Obsession with mayonnaise
We’re back to the drunken stumble home. It’s fairly late. Lectures start in an hour. No point in going home to shower. No one will notice the smell. How to pass time…? Of course, eat! Because every student’s day is built around finding various distractions until it’s time to eat again. Great: Dönerix is still open. ‘Fwryies pleyz’, you slur. Ears well-trained, the chef (?) brings you a carton of fries, with what looks like a bucket of… What the facial?!
Don’t worry, it’s not the chef’s payback for paying him in pennies: it’s mayonnaise… and lots of it…

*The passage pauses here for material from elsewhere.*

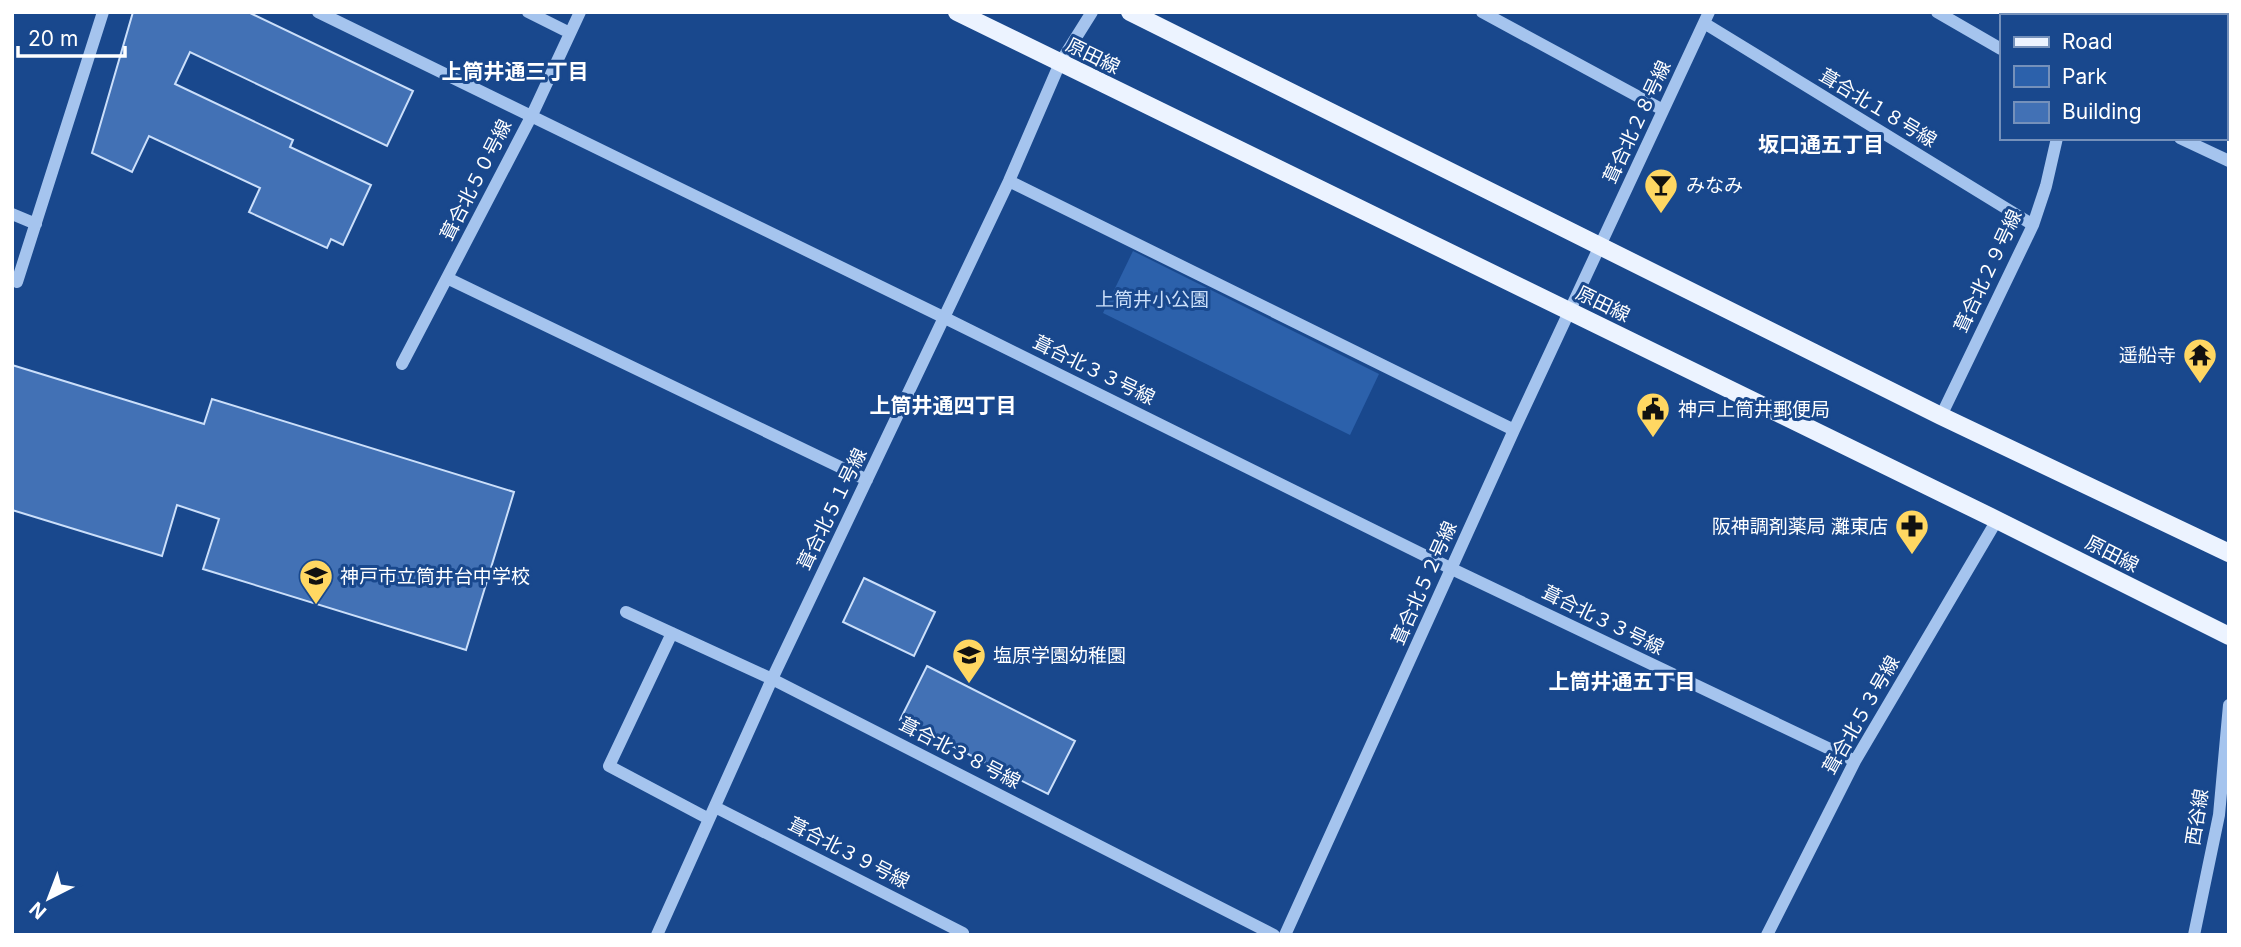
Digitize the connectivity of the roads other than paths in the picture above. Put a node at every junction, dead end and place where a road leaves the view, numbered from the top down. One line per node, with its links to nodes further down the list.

The Dutch love the stuff! So, it’s no understatement to say that the Dutch are to mayonnaise what student faction leaders are to themselves. If you were to order fries, chicken, beef — just about anything — for instance, don’t be surprised if you were then to receive an (unwanted) extraordinary, blood-stopping portion of Groningen’s favourite sauce, too: ‘Can I order some fries with my mayo, please?’

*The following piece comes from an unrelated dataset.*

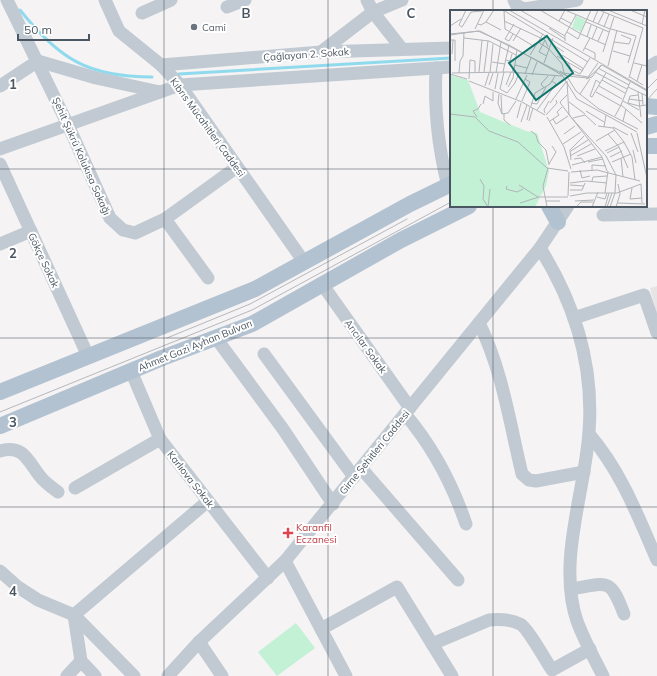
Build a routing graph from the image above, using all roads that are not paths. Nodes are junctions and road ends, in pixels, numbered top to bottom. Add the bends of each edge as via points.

In fact, the Dutch care so passionately about their mayo that they have integrated claims from Europe’s Federation of the Condiment Sauce Industries that oil and liquid egg yolk levels in mayonnaise should be at least 70% and 5% respectively in 1998 under the ‘Warenwetbesluit Gereserveerde Aanduidingen’ law, Article IV: so expect only the best when given Groningen’s favourite saus.
Just the other day, mayo-loving Groningers took to the streets to celebrate after it was announced that a phenomenon from post-war Groningen, mayonnaise from the cafeteria Brander on the Grote Market, returned after thirty years of closure, which means that the Dutch have loved mayo since before WWII!
The comeback was brief, however, and the event lasted a mere hour in front of Drie Gezusters on 22nd February. Yet, if the Groninger’s grins were anything to go by, I would say that the Brander Mayo might make a more permanent return in the near future.
What we do know for certain, though, is that the Dutch have loved mayo for so long that, when the Titanic sank carrying over 12,000 bottles of the stuff, they created a day of mourning (much to the dismay of the city’s Spanish contingency): Sinko de Mayo…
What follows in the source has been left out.